Et à Mogador, le parler mogadorien était une langue de quai et de salon. Comptoir anglais oblige, les Juifs allaient à l’English School, lisaient Shakespeare, écrivaient aux négociants de Londres… mais au souk, au café, à la maison, les phrases se tissaient comme des tapis bariolés. On y disait Seat down, narobess (assieds-toi, ne t’inquiète pas), nehbibessek, darling diali (je t’aime, mon chéri), ou encore Once upon a time it was… flene o’flene (il était une fois des gens ) … L’anglais des affaires, l’arabe quotidien, l’hébreu des prières et le français s’enchaînaient dans la même respiration. Ce n’était pas un mélange hasardeux : c’était un langage entier, celui d’une ville qui parlait quatre langues sans jamais en perdre une seule.

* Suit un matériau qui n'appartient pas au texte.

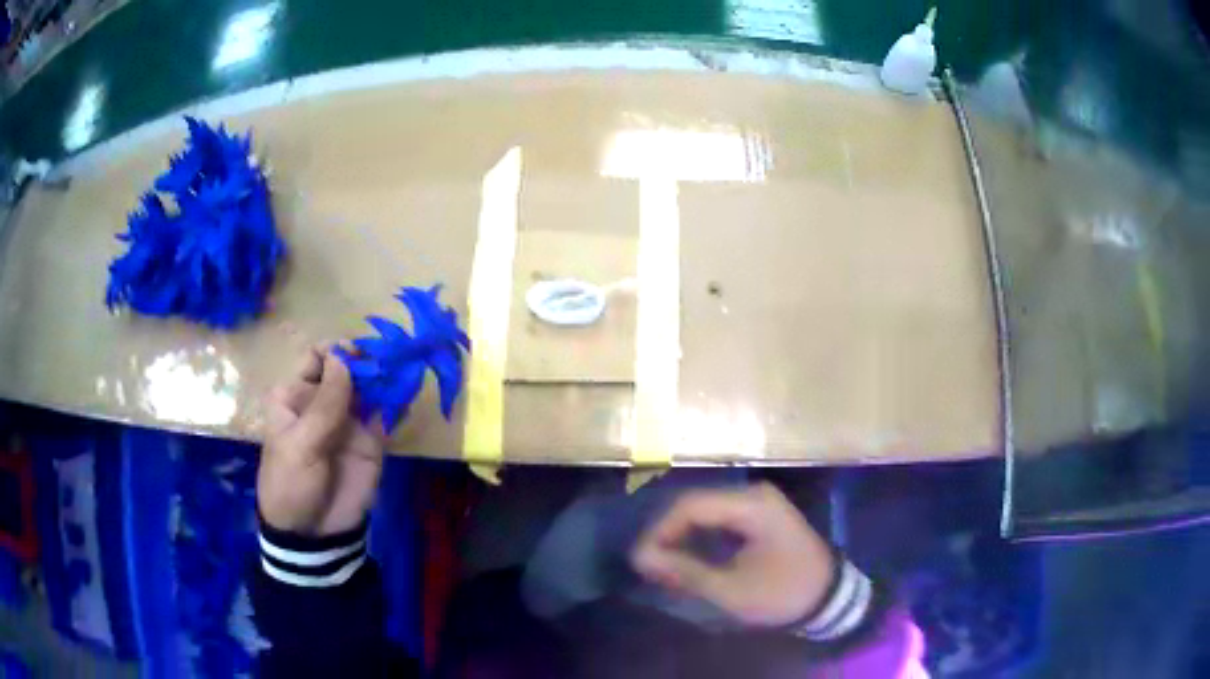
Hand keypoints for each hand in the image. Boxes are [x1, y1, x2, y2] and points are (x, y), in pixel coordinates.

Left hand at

Dire ya latif (ô doux), buen shabbat, ur illa, darling diali, ce n’était pas seulement parler,c’était tisser un monde.
Aujourd’hui, Elles survivent dans un piyout (chant liturgique), un proverbe que personne n’ose traduire, une recette où l’on dit encore kamoun (cumin) plutôt que cumin. Elles palpitent faiblement, comme une lampe à huile qui attend qu’on la rallume.
Si elles disparaissent, il ne restera qu’un silence poli là où vibrait une musique. Alors, ya benti (ma fille), hijo mío (mon fils), aghjun inu (mon enfant, en berbère), gardez-les dans votre bouche, même maladroitement. Car une langue sauvée, c’est un port entier qui reste ouvert à la mémoire. Et c’est doux comme une mélodie qui caresse l’oreille.